PROMPT
Your answer is a copy of every line in the records where "hand" appears.

EXTRACTED INFORMATION

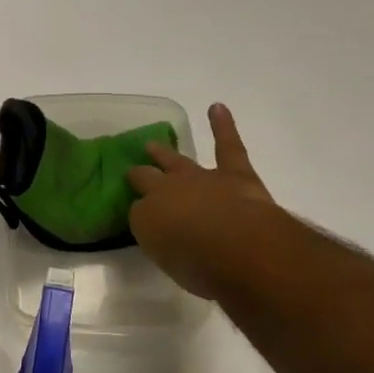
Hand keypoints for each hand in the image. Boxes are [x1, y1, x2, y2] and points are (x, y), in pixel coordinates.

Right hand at [128, 103, 275, 297]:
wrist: (238, 248)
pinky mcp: (234, 173)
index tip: (138, 212)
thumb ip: (162, 241)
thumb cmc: (198, 264)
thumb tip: (165, 229)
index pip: (137, 209)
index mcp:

WRITTEN RESPONSE
Hand keypoints for each hand in the image. Boxes are [x1, y1, x2, y2] and points are (x, y), in pixel coordinates.
Right hand at [128, 103, 275, 297]:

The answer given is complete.